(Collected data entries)
********************

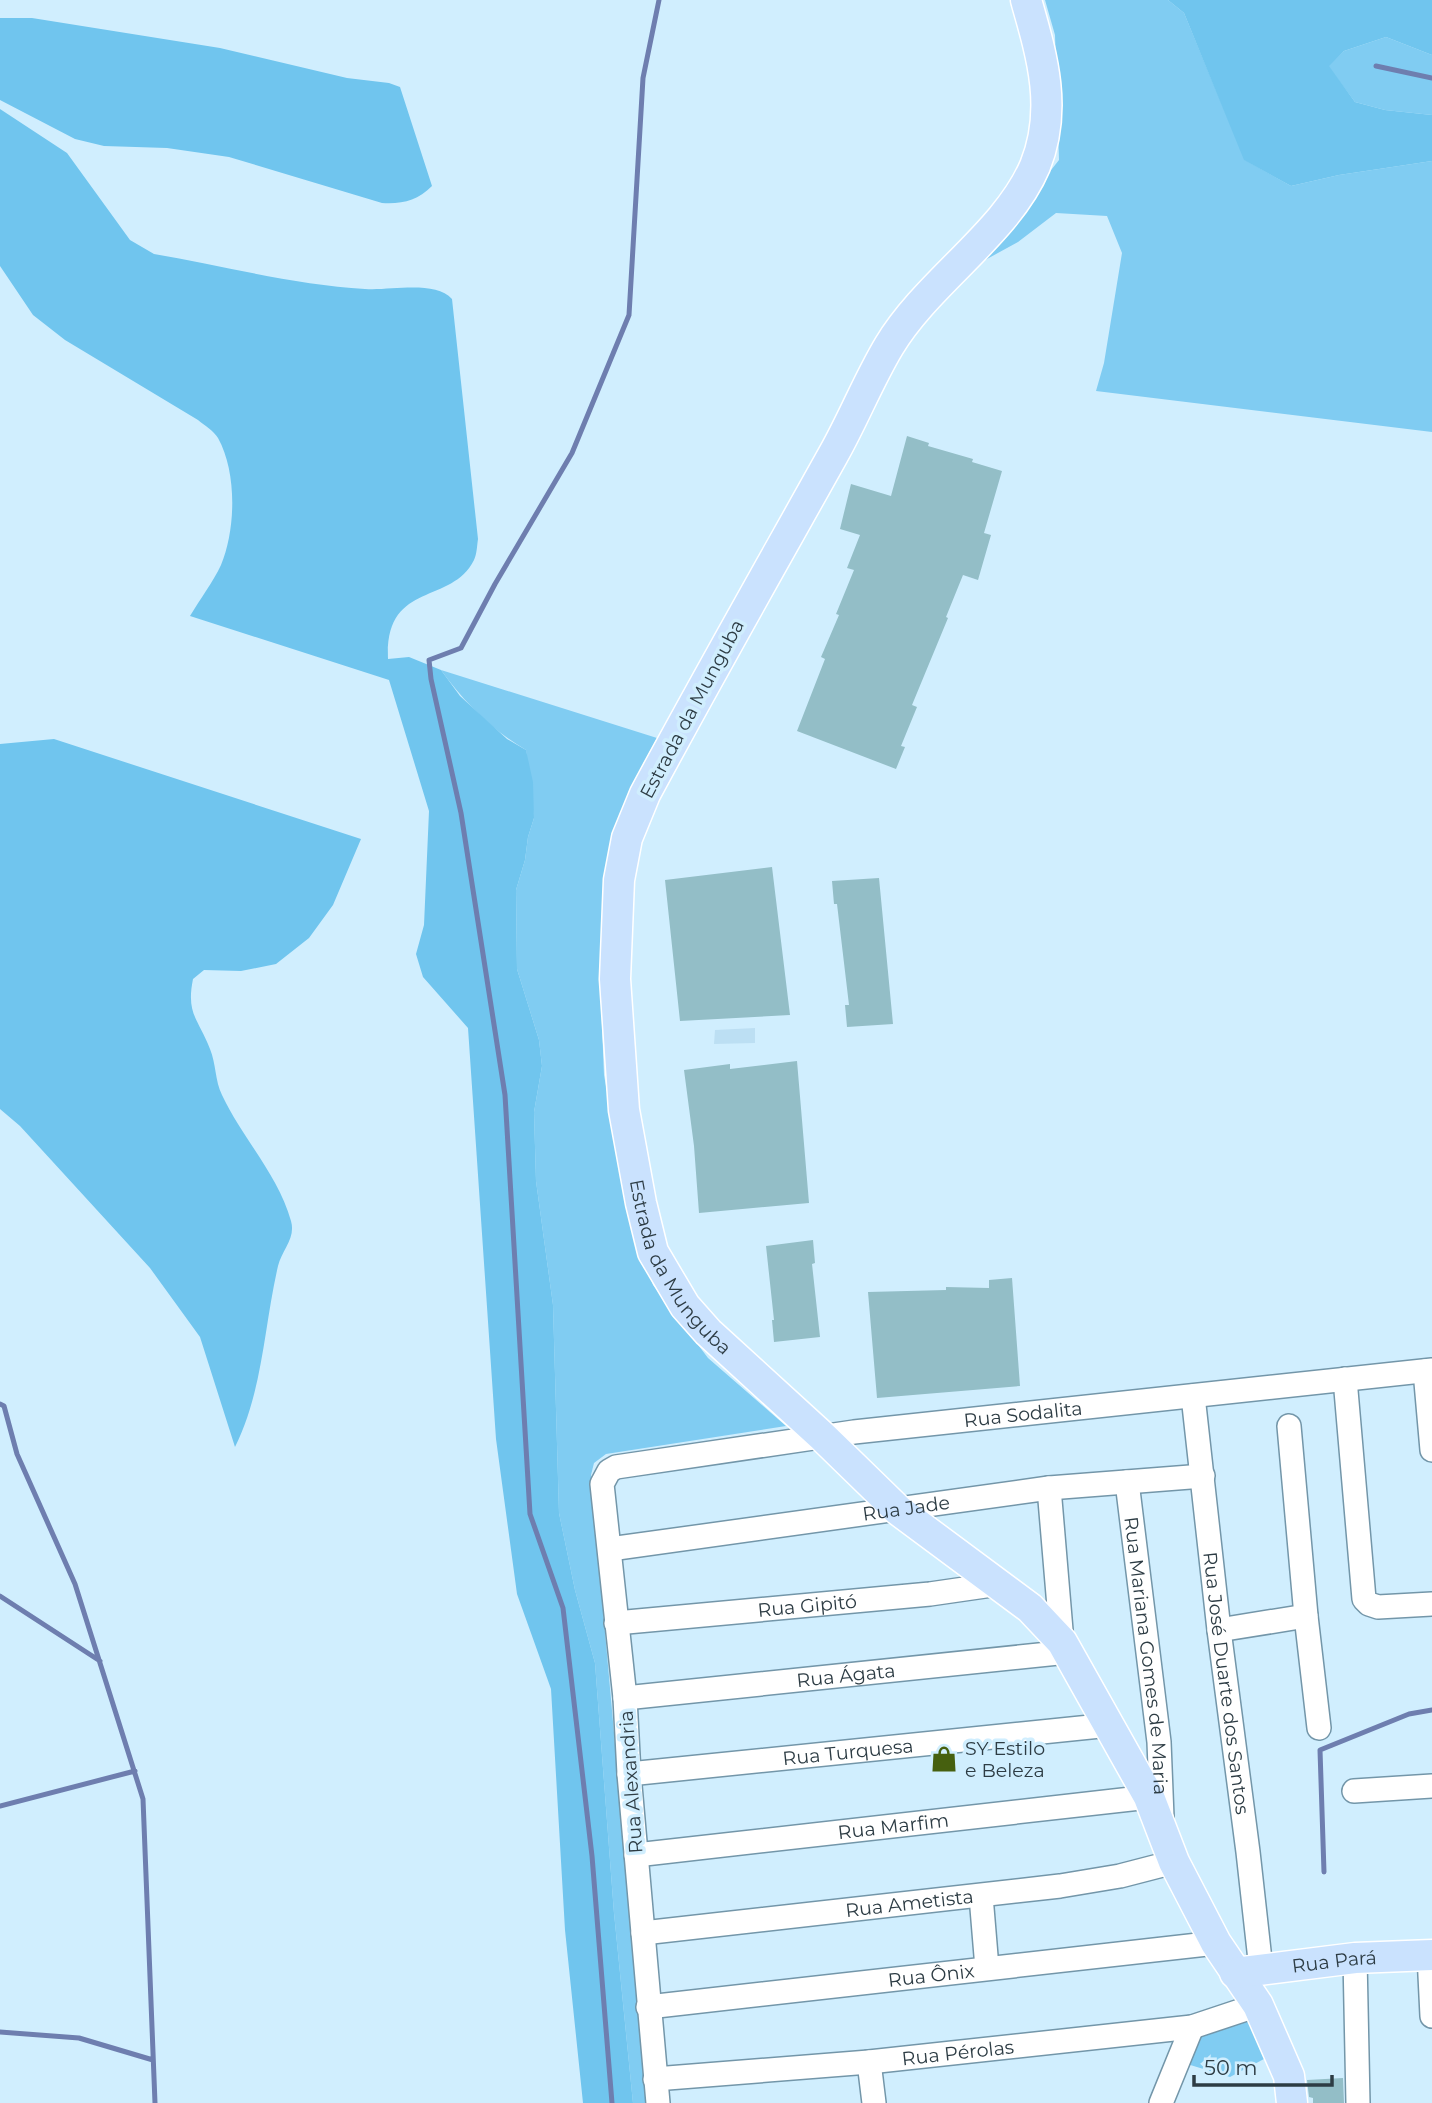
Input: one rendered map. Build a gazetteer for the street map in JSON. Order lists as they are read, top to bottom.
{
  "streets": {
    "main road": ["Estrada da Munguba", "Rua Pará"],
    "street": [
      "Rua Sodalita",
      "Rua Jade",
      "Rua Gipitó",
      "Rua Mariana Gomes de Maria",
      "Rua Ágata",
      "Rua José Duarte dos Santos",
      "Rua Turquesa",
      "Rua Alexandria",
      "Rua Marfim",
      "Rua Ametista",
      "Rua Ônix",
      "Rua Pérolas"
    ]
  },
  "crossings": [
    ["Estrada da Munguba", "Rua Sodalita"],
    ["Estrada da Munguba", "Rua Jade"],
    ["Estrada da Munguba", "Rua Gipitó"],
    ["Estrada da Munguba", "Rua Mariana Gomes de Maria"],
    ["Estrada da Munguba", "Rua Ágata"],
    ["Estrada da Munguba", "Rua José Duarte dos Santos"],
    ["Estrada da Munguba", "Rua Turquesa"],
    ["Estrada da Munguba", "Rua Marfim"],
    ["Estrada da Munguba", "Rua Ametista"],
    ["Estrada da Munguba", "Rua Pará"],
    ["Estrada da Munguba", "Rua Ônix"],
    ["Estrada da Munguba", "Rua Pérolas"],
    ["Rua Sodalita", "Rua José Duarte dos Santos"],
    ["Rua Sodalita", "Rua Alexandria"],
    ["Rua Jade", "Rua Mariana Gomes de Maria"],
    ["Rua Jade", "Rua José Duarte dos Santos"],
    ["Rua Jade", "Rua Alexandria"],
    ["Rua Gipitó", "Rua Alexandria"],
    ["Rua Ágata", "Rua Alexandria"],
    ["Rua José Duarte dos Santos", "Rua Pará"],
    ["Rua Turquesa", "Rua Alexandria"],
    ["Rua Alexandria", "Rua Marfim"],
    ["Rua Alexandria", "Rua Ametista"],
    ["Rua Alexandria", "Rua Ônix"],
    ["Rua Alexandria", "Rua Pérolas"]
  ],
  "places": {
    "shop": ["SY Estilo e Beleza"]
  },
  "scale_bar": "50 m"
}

********************

Prompt >>
Check each line above for the string "Sodalita" and copy those that have it.

Output for this task >>
      "Rua Sodalita",
    ["Estrada da Munguba", "Rua Sodalita"],
    ["Rua Sodalita", "Rua José Duarte dos Santos"],
    ["Rua Sodalita", "Rua Alexandria"],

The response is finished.